John X se levantó del banco, arreglando su uniforme, y estudió la multitud de gente que se abría paso hacia la Gran Estación Central.
Buscó la chica cuyo corazón él conocía pero cuya cara nunca había visto, la chica de la rosa. Su interés en ella había comenzado 13 meses antes en una Biblioteca de Florida.
Tomando un libro del estante, se encontró intrigado, no por las palabras del libro sino por las notas escritas en el margen. La escritura suave reflejaba un alma pensativa y una mente brillante. En la parte del frente del libro descubrió el nombre de la dueña anterior, la señorita Hollys Maynell.
Con tiempo y esfuerzo localizó su dirección. Ella vivía en Nueva York.
Él le escribió una carta para presentarse y para invitarla a corresponderle.
Al día siguiente, John fue enviado por barco para servir en la Segunda Guerra Mundial.
Durante un año y un mes, los dos se conocieron a través del correo, y un romance fue creciendo.
John le pidió una fotografía, pero ella se negó. Ella sentía que si a él de verdad le importaba, no importaría cómo ella luciera.
Cuando por fin llegó el día en que él regresaría de Europa, ellos arreglaron su primer encuentro: A las 7:00 de la tarde, en la Gran Estación Central de Nueva York: "Tú me reconocerás" ella dijo, "por la rosa roja que llevaré en la solapa".
Así que a las 7 John estaba en la estación buscándola.
Dejaré que el señor X les diga lo que sucedió:
"Una joven mujer vino hacia mí, su figura era alta y esbelta. Su cabello rubio y rizado se encontraba detrás de sus delicadas orejas; sus ojos eran azules como flores. Sus labios y su mentón tenían una gentil firmeza y en su traje verde pálido era como la primavera en vida.
Yo comencé a caminar hacia ella sin darme cuenta que no llevaba la rosa.
Mientras me movía, una pequeña y provocativa sonrisa curvó sus labios: "¿Vas por mi vía, marinero?" Murmuró ella.
Casi incontrolablemente di un paso hacia ella y entonces, vi a Hollis Maynell.

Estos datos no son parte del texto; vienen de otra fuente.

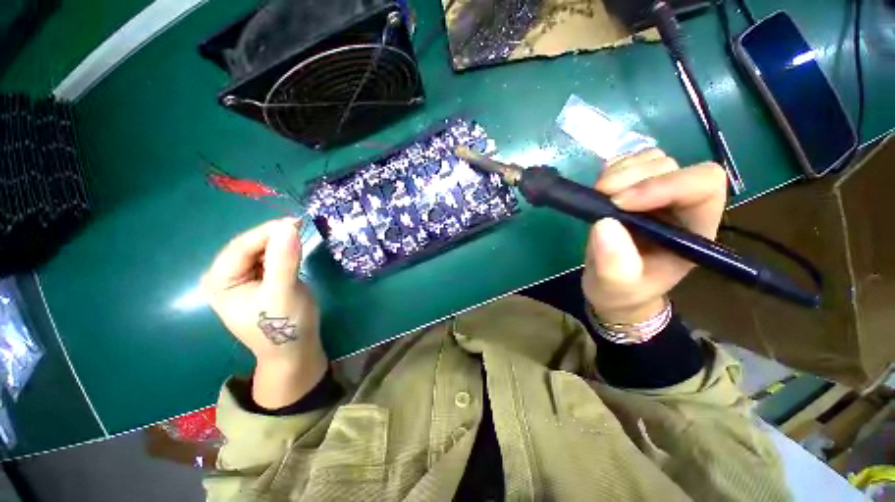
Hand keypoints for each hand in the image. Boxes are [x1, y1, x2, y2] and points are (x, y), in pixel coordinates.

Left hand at [202, 218, 327, 408]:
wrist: (294, 349)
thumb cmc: (284, 326)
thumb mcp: (284, 293)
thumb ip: (284, 260)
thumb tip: (289, 226)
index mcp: (220, 281)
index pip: (241, 246)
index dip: (268, 231)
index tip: (297, 221)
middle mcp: (226, 275)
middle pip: (251, 245)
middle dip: (276, 236)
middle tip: (303, 227)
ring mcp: (244, 277)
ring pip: (262, 249)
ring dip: (282, 241)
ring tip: (303, 235)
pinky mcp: (261, 278)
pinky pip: (271, 257)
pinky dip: (285, 250)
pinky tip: (297, 248)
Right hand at [582, 149, 727, 324]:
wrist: (612, 286)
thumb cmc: (622, 291)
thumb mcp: (616, 287)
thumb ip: (615, 265)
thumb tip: (604, 223)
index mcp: (693, 229)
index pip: (703, 185)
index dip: (664, 185)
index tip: (619, 203)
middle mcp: (681, 205)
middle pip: (672, 166)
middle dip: (633, 177)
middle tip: (600, 195)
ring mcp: (657, 193)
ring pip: (651, 159)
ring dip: (621, 170)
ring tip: (599, 193)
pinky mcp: (634, 188)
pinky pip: (631, 161)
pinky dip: (614, 167)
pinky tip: (601, 187)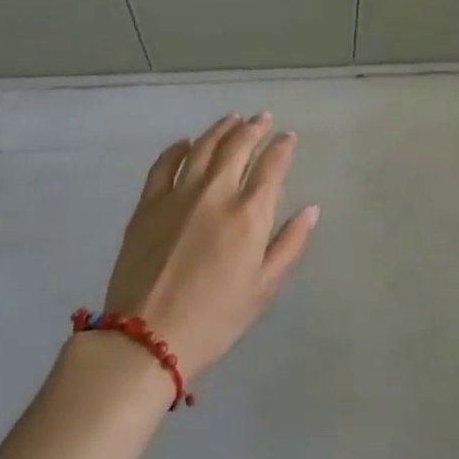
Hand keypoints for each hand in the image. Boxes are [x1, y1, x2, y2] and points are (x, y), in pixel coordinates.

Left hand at [101, 114, 318, 383]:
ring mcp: (178, 194)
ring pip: (203, 147)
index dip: (282, 147)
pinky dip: (177, 148)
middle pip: (238, 146)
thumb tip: (311, 209)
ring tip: (232, 119)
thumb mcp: (264, 289)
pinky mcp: (148, 204)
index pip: (272, 166)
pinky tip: (186, 142)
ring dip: (221, 129)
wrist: (146, 340)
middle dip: (254, 128)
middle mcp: (216, 193)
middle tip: (263, 118)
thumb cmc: (215, 320)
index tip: (288, 137)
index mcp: (249, 214)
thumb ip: (290, 244)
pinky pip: (164, 164)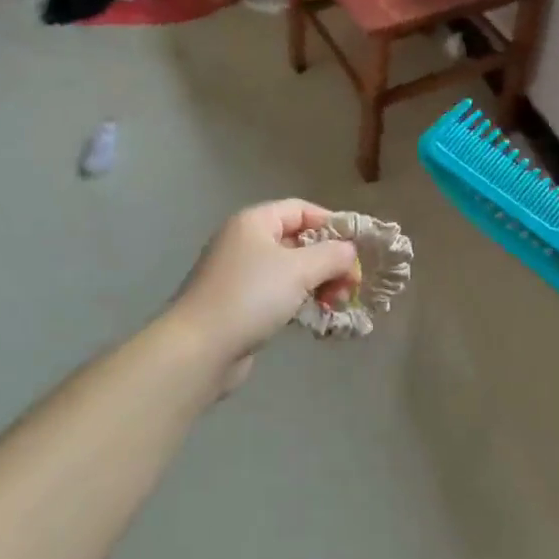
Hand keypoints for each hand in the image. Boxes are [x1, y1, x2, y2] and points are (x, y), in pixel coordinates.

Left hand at [170, 201, 360, 388]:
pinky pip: (279, 295)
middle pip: (298, 241)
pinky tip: (317, 318)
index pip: (301, 209)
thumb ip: (332, 255)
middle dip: (329, 261)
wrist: (200, 348)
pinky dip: (300, 302)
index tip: (357, 247)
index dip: (332, 223)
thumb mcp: (299, 269)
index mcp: (254, 222)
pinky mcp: (239, 305)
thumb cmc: (251, 296)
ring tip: (336, 304)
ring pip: (290, 271)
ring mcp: (240, 275)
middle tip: (350, 285)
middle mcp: (245, 242)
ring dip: (318, 284)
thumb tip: (350, 251)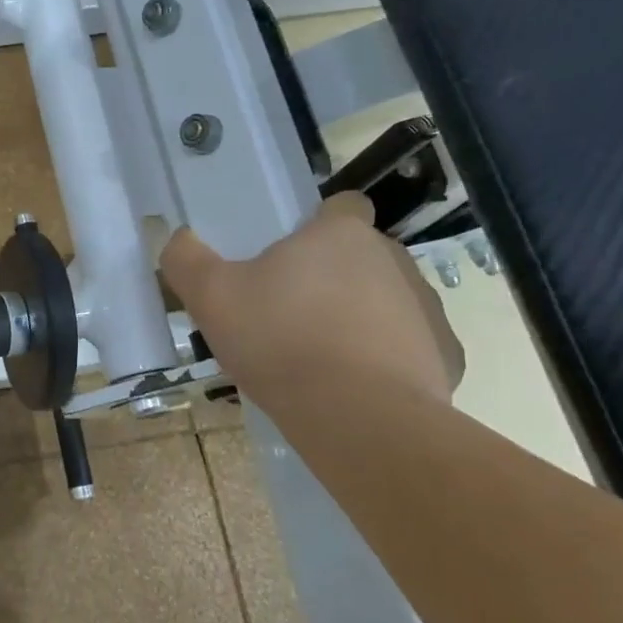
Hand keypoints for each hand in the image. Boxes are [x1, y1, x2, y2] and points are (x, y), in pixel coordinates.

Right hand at [162, 192, 463, 406]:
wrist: (356, 417)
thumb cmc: (280, 341)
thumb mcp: (211, 297)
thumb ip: (186, 259)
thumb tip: (176, 237)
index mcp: (340, 235)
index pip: (344, 205)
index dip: (321, 223)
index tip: (297, 253)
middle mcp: (393, 259)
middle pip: (363, 255)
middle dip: (335, 275)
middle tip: (293, 313)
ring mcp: (426, 307)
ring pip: (390, 299)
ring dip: (362, 316)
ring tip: (323, 356)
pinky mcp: (447, 355)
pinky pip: (412, 346)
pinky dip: (389, 359)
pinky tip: (358, 385)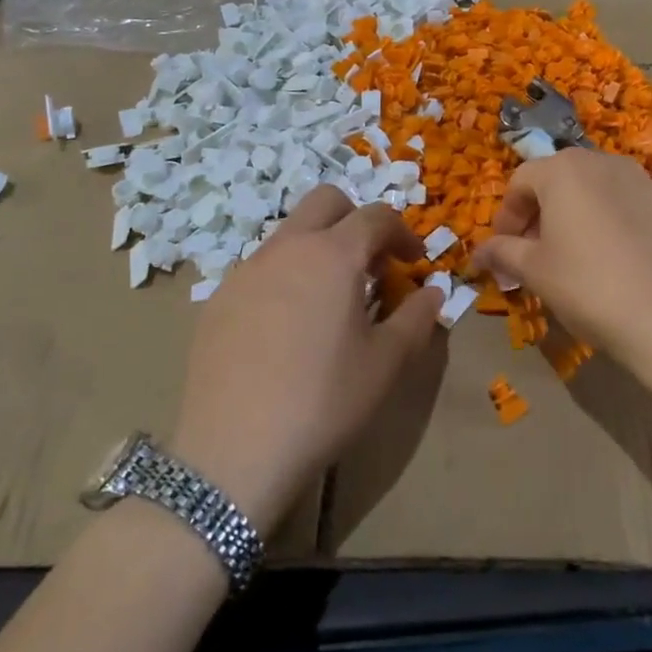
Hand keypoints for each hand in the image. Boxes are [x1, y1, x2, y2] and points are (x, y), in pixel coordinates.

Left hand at [169, 187, 443, 538]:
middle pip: (326, 202)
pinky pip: (261, 269)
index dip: (402, 232)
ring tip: (331, 300)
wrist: (234, 450)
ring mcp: (245, 271)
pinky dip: (286, 277)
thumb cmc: (324, 401)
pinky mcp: (218, 300)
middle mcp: (286, 248)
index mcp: (332, 255)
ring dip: (319, 248)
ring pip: (290, 234)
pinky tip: (287, 328)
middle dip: (356, 220)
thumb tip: (433, 292)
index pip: (376, 216)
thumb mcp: (386, 363)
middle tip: (372, 265)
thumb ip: (417, 318)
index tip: (414, 261)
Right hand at [471, 149, 651, 398]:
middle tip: (534, 256)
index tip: (503, 252)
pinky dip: (608, 225)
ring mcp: (642, 181)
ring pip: (593, 192)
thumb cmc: (591, 286)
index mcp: (563, 170)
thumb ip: (503, 254)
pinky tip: (614, 264)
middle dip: (539, 215)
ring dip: (574, 218)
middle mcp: (603, 162)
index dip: (505, 217)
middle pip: (557, 180)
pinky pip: (625, 206)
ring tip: (574, 260)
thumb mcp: (536, 272)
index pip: (520, 182)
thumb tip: (478, 252)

Estaba parada casi directamente detrás de la chica. Una mujer de más de 50 años, con cabello grisáceo y bajo un sombrero gastado.
Era más que regordeta, sus pies con gruesos tobillos descansaban en zapatos de suela baja. La chica en el traje verde se iba rápidamente.
Sentí como si me partiera en dos: Mi deseo tan agudo de seguirla, y a la vez tan profundo mi anhelo por la mujer cuyo espíritu me había acompañado y apoyado.
Y ahí estaba ella. Su pálida y rolliza cara era gentil y sensible, sus ojos grises tenían un brillo cálido y amigable...
No vacilé: Mis dedos apretaron la pequeña y usada copia de cuero del libro que era para identificarme con ella. Esto no sería amor, pero sería algo preciado, algo quizá mejor que el amor, una amistad por la que había y debía estar siempre agradecido.
Cuadré mis hombros, saludé y le ofrecí el libro a la mujer, aunque mientras hablaba me sentí ahogado por la amargura de mi decepción.
Soy el Teniente John X, y usted debe ser la Srta. Maynell. Estoy muy contento que me pudiera conocer. ¿La puedo llevar a cenar? La cara de la mujer se ensanchó en una sonrisa tolerante.
"No sé de qué se trata esto hijo" ella respondió, "pero la señorita en el traje verde que se acaba de ir me rogó que usara esta rosa en mi abrigo. Y ella dijo que si usted me invitaba a cenar yo le diría que lo está esperando en el restaurante del frente. Ella dijo que era una clase de prueba!"
No es difícil de entender y admirar la sabiduría de la Srta. Maynell.
La verdadera naturaleza de un corazón se ve en su respuesta a lo no atractivo. "Dime a quien amas" escribió Houssaye, "Y te diré quién eres".
Mateo 22:37
Jesús le dijo: Amarás al Señor tu Dios con todo tu corazón, y con toda tu alma, y con toda tu mente.
1 Juan 4:21
Y nosotros tenemos este mandamiento de él: El que ama a Dios, ame también a su hermano.
1 Juan 4:7
Amados, amémonos unos a otros; porque el amor es de Dios. Todo aquel que ama, es nacido de Dios, y conoce a Dios.
1 Juan 2:15
No améis al mundo, ni las cosas que están en el mundo. Si alguno ama al mundo, el amor del Padre no está en él.
1 Juan 2:10
El que ama a su hermano, permanece en la luz, y en él no hay tropiezo.